##### STORED DATA

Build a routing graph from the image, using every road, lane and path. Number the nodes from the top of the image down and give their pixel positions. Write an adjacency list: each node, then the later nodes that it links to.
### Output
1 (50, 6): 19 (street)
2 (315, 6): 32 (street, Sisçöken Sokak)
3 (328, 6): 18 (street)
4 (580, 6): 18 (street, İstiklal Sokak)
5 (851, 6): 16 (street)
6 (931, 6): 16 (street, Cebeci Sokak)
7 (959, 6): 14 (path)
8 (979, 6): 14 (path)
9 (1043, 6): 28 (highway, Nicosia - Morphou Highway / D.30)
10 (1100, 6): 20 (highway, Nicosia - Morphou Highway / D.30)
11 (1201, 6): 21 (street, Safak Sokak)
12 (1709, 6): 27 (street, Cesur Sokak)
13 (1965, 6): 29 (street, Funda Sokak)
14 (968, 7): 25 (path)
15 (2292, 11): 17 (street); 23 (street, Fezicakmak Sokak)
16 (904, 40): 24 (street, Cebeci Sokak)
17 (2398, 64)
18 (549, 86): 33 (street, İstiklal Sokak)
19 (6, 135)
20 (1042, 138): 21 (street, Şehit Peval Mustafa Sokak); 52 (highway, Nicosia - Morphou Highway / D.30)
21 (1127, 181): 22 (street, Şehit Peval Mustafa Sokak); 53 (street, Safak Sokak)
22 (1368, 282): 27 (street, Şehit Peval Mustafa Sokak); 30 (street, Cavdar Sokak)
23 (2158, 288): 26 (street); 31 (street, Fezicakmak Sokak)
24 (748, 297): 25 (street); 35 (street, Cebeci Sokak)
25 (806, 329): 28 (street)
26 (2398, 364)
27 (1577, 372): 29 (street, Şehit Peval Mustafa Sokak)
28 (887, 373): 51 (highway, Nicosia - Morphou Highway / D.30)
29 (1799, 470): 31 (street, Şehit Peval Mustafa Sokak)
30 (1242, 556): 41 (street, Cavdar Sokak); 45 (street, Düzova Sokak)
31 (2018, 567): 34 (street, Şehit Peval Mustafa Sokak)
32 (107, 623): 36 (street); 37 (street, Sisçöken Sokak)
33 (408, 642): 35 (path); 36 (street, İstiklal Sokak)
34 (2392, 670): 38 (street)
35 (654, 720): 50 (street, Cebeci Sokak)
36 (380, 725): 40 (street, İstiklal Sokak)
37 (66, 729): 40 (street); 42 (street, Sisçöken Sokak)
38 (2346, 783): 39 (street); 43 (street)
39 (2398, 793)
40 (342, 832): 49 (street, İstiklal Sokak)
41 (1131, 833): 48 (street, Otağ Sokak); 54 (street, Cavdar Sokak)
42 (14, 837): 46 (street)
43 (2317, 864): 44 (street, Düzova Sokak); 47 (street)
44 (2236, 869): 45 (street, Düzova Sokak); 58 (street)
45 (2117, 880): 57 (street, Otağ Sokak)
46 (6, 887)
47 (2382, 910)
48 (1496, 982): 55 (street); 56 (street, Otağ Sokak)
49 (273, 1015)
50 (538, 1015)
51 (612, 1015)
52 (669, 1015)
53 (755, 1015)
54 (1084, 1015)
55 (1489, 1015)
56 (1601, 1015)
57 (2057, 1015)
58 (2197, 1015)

##########

:: DIRECTIONS FOR THIS TASK ::
Recopy all of the records verbatim.

:: OUTPUT OF THE TASK ::
Build a routing graph from the image, using every road, lane and path. Number the nodes from the top of the image down and give their pixel positions. Write an adjacency list: each node, then the later nodes that it links to.
### Output
1 (50, 6): 19 (street)
2 (315, 6): 32 (street, Sisçöken Sokak)
3 (328, 6): 18 (street)
4 (580, 6): 18 (street, İstiklal Sokak)
5 (851, 6): 16 (street)
6 (931, 6): 16 (street, Cebeci Sokak)
7 (959, 6): 14 (path)
8 (979, 6): 14 (path)
9 (1043, 6): 28 (highway, Nicosia - Morphou Highway / D.30)
10 (1100, 6): 20 (highway, Nicosia - Morphou Highway / D.30)
11 (1201, 6): 21 (street, Safak Sokak)
12 (1709, 6): 27 (street, Cesur Sokak)
13 (1965, 6): 29 (street, Funda Sokak)
14 (968, 7): 25 (path)
15 (2292, 11): 17 (street); 23 (street, Fezicakmak Sokak)
16 (904, 40): 24 (street, Cebeci Sokak)
17 (2398, 64)
18 (549, 86): 33 (street, İstiklal Sokak)
19 (6, 135)
20 (1042, 138): 21 (street, Şehit Peval Mustafa Sokak); 52 (highway, Nicosia - Morphou Highway / D.30)
21 (1127, 181): 22 (street, Şehit Peval Mustafa Sokak); 53 (street, Safak Sokak)
22 (1368, 282): 27 (street, Şehit Peval Mustafa Sokak); 30 (street, Cavdar Sokak)
23 (2158, 288): 26 (street); 31 (street, Fezicakmak Sokak)
24 (748, 297): 25 (street); 35 (street, Cebeci Sokak)
25 (806, 329): 28 (street)
26 (2398, 364)
27 (1577, 372): 29 (street, Şehit Peval Mustafa Sokak)
28 (887, 373): 51 (highway, Nicosia - Morphou Highway / D.30)
29 (1799, 470): 31 (street, Şehit Peval Mustafa Sokak)
30 (1242, 556): 41 (street, Cavdar Sokak); 45 (street, Düzova Sokak)
31 (2018, 567): 34 (street, Şehit Peval Mustafa Sokak)
32 (107, 623): 36 (street); 37 (street, Sisçöken Sokak)
33 (408, 642): 35 (path); 36 (street, İstiklal Sokak)
34 (2392, 670): 38 (street)
35 (654, 720): 50 (street, Cebeci Sokak)
36 (380, 725): 40 (street, İstiklal Sokak)
37 (66, 729): 40 (street); 42 (street, Sisçöken Sokak)
38 (2346, 783): 39 (street); 43 (street)
39 (2398, 793)
40 (342, 832): 49 (street, İstiklal Sokak)
41 (1131, 833): 48 (street, Otağ Sokak); 54 (street, Cavdar Sokak)
42 (14, 837): 46 (street)
43 (2317, 864): 44 (street, Düzova Sokak); 47 (street)
44 (2236, 869): 45 (street, Düzova Sokak); 58 (street)
45 (2117, 880): 57 (street, Otağ Sokak)
46 (6, 887)
47 (2382, 910)
48 (1496, 982): 55 (street); 56 (street, Otağ Sokak)
49 (273, 1015)
50 (538, 1015)
51 (612, 1015)
52 (669, 1015)
53 (755, 1015)
54 (1084, 1015)
55 (1489, 1015)
56 (1601, 1015)
57 (2057, 1015)
58 (2197, 1015)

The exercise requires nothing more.